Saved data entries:
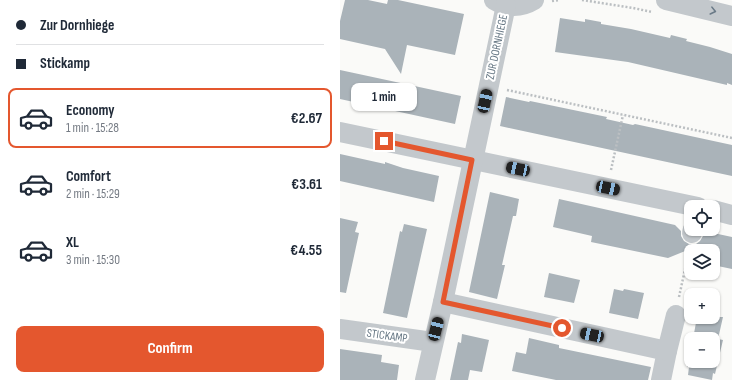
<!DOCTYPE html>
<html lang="en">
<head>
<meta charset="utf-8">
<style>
	:root { --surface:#fff; --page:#f2f2f3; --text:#1f2937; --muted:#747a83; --line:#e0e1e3; --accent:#e4572e }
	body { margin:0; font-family:"Sofia Sans Condensed",sans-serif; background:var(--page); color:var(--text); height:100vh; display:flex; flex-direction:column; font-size:15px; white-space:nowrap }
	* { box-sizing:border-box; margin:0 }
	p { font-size:13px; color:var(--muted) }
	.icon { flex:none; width:22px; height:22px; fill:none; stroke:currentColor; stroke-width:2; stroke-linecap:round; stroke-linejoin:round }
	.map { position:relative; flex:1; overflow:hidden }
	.panel { display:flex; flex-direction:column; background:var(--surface); width:340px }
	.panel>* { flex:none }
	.guide { display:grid; align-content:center; height:88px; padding:0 16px; background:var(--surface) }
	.fabs { position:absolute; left:344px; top:200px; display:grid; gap:8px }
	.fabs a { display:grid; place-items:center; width:36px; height:36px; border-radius:8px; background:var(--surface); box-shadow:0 1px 3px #0004; font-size:20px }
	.end { position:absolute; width:18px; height:18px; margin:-9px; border:5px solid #e4572e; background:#fff; box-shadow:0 0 0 2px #fff }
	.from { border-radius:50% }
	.bubble { position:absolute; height:28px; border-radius:8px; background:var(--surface); box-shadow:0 1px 3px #0004; font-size:13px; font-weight:700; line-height:28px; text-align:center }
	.car { position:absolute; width:12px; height:24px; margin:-12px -6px; border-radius:5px; box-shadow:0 0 3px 1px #0007; background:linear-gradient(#222 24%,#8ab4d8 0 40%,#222 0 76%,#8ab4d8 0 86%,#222 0) }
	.guide b { display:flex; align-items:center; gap:14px; height:38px; font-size:15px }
	.guide b+b { border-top:1px solid var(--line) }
	.guide i { width:10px; height:10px; background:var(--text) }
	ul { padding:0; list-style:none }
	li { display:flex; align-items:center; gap:12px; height:60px; margin:0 8px 6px; padding:0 8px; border:2px solid transparent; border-radius:8px }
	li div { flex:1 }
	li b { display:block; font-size:15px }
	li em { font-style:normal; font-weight:700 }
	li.selected { border-color:var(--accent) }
	li>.icon { width:36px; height:36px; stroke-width:1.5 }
	.primary-button { display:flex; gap:8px; margin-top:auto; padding:8px 16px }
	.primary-button a { flex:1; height:46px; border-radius:8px; background:var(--accent); color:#fff; font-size:16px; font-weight:700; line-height:46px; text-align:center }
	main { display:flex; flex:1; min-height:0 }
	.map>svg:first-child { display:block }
	.building { fill:#aab3b9 }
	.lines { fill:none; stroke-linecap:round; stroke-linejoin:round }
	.path { stroke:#bbbfc2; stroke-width:2.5; stroke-dasharray:2 2; stroke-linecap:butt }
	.minor { stroke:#c3c8cc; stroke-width:20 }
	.oneway { stroke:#6a7a87 }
	.route { stroke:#e4572e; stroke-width:5 }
	.labels { text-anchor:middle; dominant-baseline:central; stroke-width:4; stroke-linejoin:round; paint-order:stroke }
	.street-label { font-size:12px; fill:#657683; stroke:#fff }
</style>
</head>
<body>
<main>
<section class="panel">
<div class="guide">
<b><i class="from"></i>Zur Dornhiege</b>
<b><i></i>Stickamp</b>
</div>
<ul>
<li class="selected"><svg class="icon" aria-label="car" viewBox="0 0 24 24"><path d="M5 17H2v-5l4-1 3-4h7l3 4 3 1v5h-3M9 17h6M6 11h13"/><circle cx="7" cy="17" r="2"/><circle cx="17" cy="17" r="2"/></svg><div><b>Economy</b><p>1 min · 15:28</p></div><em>€2.67</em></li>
<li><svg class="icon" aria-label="car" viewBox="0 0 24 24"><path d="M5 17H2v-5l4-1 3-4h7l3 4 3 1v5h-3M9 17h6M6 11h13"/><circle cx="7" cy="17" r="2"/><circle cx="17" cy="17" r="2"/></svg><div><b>Comfort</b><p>2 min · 15:29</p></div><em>€3.61</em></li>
<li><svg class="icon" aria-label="car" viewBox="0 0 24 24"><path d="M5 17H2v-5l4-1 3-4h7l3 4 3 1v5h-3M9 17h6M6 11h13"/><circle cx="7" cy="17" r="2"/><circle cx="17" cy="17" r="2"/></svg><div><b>XL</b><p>3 min · 15:30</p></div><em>€4.55</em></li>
</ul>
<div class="primary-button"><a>Confirm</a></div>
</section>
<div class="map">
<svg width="392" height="380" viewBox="0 0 392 380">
	<rect width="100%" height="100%" fill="#fafaf8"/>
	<g class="building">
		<path d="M5 0H28L47 4 48 0H58L124 14 115 55 67 45 61 74 45 49 0 39V21Z"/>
		<path d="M220 18 245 22V19L261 22V24L291 29 330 38 331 35 347 39 346 41 370 47 392 54V85L387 83V85L288 62 215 52Z"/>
		<path d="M0 70 121 96 115 124 0 99Z"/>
		<path d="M166 97 189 102 190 101 267 117 266 119 293 125 295 124 392 145V176L160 126Z"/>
		<path d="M0 154 45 164V162L63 168 99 176 94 202 0 181Z"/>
		<path d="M150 192 179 199 176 216H173L162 265H165L157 299 129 292Z"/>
		<path d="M219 199 335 225 341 231V236L344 241 349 244H354L355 246 356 244 360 241 363 236 364 231 392 237V269L373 265V251H354L355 247 328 258 251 242 252 236 213 227Z"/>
		<path d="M0 218 18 222 15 232 19 233 6 293 0 292Z"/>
		<path d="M64 224 87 229 67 318 43 313 60 231 62 232Z"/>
		<path d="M209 273 240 280 234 303 204 297Z"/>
		<path d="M274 289 283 291 284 289 304 293 298 319 269 313Z"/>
		<path d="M357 317H383L378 339 383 340 375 374 373 373 372 380 348 375 349 367H347L348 340 351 341V361H373V339H353Z"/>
		<path d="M122 334 149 340 142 372 130 370 128 380H110L118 342 121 343Z"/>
		<path d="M189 338 219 345V348L311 367 308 380H216L172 371 176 352 186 354Z"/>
		<path d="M0 349 42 355 41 362 59 365 57 380H0Z"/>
	</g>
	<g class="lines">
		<g class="path">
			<path d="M242 0 293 8 312 12"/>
			<path d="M212 1 219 0"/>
			<path d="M167 90 392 138"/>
			<path d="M271 170 283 115"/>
			<path d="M339 297 349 251"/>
		</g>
		<g class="minor">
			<path d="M154 0C167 8 181 8 194 0"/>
			<path d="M326 0 392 16"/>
			<path d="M0 132 358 207"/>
			<path d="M373 210 392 215"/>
			<path d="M352 233 353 229"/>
			<path d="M103 302 327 351 321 380"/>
			<path d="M0 329 93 342"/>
			<path d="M327 351 336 315"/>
			<path d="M85 380 103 302 166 5"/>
		</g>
	</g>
	<defs><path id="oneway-chevron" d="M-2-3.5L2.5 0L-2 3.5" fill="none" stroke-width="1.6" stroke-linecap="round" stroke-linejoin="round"/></defs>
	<use class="oneway" href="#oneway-chevron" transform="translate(373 11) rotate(14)"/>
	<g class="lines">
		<path class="route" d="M44 141 132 160 103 302 222 328"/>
	</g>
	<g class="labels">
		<g class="street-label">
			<text transform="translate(157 47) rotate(-78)">ZUR DORNHIEGE</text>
			<text transform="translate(47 336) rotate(8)">STICKAMP</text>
		</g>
	</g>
</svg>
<div class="fabs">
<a><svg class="icon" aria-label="locate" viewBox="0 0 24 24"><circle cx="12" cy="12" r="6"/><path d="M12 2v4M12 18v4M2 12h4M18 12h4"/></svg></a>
<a><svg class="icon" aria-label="layers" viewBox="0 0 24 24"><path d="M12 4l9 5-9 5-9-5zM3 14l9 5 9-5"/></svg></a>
<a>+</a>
<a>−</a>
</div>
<i class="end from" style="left:222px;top:328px"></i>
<i class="end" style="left:44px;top:141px"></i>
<div class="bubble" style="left:11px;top:83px;width:66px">1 min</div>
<i class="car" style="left:145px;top:101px;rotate:12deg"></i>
<i class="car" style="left:178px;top:169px;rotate:282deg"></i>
<i class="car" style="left:268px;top:188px;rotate:102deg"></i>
<i class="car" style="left:96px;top:329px;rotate:14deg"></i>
<i class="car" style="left:252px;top:335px;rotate:282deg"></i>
</div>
</main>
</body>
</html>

ASSIGNMENT
Report each line in the data that holds the word "direction".

FINISHED EXERCISE
	body { margin:0; font-family:"Sofia Sans Condensed",sans-serif; background:var(--page); color:var(--text); height:100vh; display:flex; flex-direction:column; font-size:15px; white-space:nowrap }
	.panel { display:flex; flex-direction:column; background:var(--surface); width:340px }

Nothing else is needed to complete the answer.